金鱗堂尾張屋で発行した江戸の地図(江戸切絵図)「日本橋北内神田両国浜町明細絵図」の一部です。
日本橋の魚河岸がある北側に「本小田原町」という町があります。
もうひとつ、同じ金鱗堂から発行された地図「京橋南築地鉄砲洲絵図」の築地の部分です。
ここにも「小田原」とつく町があります。
これらの町は、小田原に住んでいた石工の善右衛門が町名の由来とされています。
善右衛門(善左衛門とも)は小田原の北条氏に使えていた石工の頭でした。
北条氏の命にしたがい、箱根板橋や風祭の北方の山で石を切り出し、小田原城や小田原の町で使う石材を供給していました。
天正18年(1590)の豊臣秀吉による小田原攻めにより、北条氏は滅亡しました。
北条氏の旧領は徳川家康が納めることとなりました。
徳川家康は江戸をあらたな本拠地として、町づくりに着手しました。
そのときに大量の石材が必要となり、そこで家康が目を付けたのが北条氏に使えていた善右衛門です。

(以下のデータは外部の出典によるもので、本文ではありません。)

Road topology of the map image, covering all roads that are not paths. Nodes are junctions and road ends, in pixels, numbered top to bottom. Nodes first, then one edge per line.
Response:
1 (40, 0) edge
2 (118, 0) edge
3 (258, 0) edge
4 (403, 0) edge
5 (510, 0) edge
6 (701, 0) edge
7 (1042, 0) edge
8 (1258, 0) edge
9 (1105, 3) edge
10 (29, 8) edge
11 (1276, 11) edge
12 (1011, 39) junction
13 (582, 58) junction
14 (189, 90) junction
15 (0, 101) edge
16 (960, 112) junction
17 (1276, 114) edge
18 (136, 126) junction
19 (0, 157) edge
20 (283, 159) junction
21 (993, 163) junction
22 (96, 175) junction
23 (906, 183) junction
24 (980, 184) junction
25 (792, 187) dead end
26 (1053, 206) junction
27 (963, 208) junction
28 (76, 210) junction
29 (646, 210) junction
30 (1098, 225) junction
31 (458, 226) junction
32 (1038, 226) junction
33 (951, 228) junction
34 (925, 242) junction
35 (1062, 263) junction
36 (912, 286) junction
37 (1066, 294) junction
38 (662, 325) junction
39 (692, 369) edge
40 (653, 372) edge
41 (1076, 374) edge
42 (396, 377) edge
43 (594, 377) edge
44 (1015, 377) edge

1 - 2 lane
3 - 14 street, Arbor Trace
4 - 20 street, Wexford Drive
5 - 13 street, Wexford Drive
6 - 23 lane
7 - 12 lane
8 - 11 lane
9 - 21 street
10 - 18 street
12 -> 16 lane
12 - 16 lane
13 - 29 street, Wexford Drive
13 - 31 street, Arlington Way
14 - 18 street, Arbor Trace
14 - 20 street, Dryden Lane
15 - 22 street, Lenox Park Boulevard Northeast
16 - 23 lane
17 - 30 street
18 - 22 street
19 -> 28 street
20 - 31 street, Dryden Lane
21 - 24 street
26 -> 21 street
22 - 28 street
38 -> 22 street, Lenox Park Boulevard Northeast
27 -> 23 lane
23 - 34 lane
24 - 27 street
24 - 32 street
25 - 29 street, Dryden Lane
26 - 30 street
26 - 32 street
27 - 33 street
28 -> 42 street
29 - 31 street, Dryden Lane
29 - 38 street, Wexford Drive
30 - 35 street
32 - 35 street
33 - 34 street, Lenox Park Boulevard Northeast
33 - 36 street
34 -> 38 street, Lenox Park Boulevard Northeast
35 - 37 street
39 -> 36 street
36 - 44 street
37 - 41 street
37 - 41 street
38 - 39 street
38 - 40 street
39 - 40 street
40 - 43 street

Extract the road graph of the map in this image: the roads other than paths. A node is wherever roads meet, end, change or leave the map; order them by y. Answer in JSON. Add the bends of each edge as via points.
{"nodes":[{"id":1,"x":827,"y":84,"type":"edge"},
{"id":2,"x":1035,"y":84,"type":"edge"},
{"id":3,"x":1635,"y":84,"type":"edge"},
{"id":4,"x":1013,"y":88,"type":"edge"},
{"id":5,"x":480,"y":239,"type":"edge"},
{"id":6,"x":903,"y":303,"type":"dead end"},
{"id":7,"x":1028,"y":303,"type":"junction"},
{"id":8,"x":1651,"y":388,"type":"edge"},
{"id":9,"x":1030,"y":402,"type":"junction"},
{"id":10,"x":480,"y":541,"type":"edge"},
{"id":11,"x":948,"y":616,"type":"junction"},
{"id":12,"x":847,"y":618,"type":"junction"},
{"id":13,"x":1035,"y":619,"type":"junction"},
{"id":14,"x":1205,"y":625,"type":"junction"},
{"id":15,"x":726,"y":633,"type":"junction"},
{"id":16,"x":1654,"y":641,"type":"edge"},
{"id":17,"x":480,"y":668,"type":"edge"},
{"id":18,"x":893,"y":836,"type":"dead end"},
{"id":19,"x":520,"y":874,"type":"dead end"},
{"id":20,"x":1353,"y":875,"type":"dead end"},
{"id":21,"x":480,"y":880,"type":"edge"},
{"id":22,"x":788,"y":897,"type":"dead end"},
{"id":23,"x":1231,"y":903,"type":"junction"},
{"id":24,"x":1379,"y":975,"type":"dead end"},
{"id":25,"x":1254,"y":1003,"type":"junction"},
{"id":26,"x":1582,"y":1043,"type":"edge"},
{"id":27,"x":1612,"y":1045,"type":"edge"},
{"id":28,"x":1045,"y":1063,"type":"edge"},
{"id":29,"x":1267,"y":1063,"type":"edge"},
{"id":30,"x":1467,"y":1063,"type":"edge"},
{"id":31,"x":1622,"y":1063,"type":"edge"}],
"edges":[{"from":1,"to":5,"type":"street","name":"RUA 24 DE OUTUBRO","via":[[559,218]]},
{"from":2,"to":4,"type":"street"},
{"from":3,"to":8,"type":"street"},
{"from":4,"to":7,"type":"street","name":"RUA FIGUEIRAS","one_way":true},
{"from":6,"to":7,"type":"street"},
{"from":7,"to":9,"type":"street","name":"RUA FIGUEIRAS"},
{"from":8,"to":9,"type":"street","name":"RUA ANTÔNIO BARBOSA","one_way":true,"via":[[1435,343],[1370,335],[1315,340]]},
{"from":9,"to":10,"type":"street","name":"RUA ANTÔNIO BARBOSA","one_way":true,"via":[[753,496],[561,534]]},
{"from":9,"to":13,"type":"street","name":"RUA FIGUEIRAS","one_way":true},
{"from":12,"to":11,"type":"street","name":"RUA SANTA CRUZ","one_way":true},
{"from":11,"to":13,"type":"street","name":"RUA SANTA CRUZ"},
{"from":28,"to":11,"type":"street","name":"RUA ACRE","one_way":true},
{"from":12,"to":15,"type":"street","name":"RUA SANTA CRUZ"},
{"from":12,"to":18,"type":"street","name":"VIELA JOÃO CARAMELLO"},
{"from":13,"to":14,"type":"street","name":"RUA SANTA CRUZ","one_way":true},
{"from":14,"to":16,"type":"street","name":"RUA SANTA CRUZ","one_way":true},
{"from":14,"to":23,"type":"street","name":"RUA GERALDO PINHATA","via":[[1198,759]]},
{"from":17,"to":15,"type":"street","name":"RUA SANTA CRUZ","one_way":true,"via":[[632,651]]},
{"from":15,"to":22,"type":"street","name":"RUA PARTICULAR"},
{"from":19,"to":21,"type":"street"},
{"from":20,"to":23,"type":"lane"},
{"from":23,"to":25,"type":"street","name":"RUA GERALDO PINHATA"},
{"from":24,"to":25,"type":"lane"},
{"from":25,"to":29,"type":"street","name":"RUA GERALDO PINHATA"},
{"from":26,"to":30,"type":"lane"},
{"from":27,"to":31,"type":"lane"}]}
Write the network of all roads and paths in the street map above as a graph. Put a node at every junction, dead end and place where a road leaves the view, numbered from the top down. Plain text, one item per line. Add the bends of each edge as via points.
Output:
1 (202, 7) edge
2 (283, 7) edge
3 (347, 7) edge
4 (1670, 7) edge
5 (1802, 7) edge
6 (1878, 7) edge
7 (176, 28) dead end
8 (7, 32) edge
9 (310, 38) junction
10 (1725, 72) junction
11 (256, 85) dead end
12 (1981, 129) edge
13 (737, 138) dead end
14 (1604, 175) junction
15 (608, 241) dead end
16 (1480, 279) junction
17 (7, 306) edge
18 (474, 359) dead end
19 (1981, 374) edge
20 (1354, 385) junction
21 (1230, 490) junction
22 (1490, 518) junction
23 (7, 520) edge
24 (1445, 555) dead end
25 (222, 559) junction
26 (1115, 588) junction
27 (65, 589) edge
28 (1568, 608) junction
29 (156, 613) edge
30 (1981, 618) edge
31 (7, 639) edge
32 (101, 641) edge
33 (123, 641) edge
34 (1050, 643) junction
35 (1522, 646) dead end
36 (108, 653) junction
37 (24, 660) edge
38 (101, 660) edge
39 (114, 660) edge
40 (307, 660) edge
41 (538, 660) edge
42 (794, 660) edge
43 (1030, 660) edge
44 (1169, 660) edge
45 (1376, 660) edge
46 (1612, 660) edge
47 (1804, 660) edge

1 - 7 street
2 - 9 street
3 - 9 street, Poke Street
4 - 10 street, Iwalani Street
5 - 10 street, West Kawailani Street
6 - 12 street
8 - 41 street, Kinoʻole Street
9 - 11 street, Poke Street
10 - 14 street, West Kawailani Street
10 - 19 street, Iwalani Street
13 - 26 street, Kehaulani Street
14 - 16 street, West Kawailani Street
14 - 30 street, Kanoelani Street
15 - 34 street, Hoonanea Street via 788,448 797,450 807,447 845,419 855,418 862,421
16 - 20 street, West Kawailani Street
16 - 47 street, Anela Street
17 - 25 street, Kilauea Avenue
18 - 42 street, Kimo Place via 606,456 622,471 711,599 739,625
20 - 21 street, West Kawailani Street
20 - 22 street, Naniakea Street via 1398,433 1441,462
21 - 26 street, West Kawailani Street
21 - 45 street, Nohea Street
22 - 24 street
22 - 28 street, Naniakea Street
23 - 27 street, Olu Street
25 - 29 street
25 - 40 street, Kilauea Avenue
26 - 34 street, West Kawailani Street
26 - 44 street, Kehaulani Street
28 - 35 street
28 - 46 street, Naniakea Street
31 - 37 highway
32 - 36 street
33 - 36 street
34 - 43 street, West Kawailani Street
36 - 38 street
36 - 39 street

北条氏の滅亡に伴い失業するところだった善右衛門は、こうして徳川家に仕えることになりました。
善右衛門は江戸の日本橋に屋敷を構え、小田原から真鶴にかけての石切り場から切り出した石を船で江戸に運び、日本橋にあった河岸(かし・荷揚場のこと)で荷揚げしました。
後に日本橋の河岸は魚市場として知られるようになりますが、善右衛門によって石材が荷揚げされていたのはそれよりも以前のことになります。
このようにして善右衛門の屋敷があり、石材の荷揚げも行われていた場所が小田原町となりました。
築地ある南小田原町は、ここでも石材の荷揚げがされていた、善右衛門が日本橋から移転した、日本橋の小田原町が火災で焼失し町ごと築地に引っ越したなどの説がありますが、いずれにしても小田原の石工頭だった善右衛門がかかわってこの地名になったとされています。
ところで善右衛門はその後どうなったのかといいますと、どうやら小田原に帰ったようです。
そして善右衛門の子孫は、今も小田原で石屋を営んでいます。
個人宅なので場所と店名は伏せますが、北条氏の滅亡によって職を失うところだったところを徳川家康によって救われたことから、善右衛門本人あるいはその子孫は、自宅の敷地内に東照宮を祀るようになりました。
今も子孫の石材店兼家屋の敷地内には東照宮が祀られています。
※個人宅の敷地内ですので、立ち入らないようにしてください。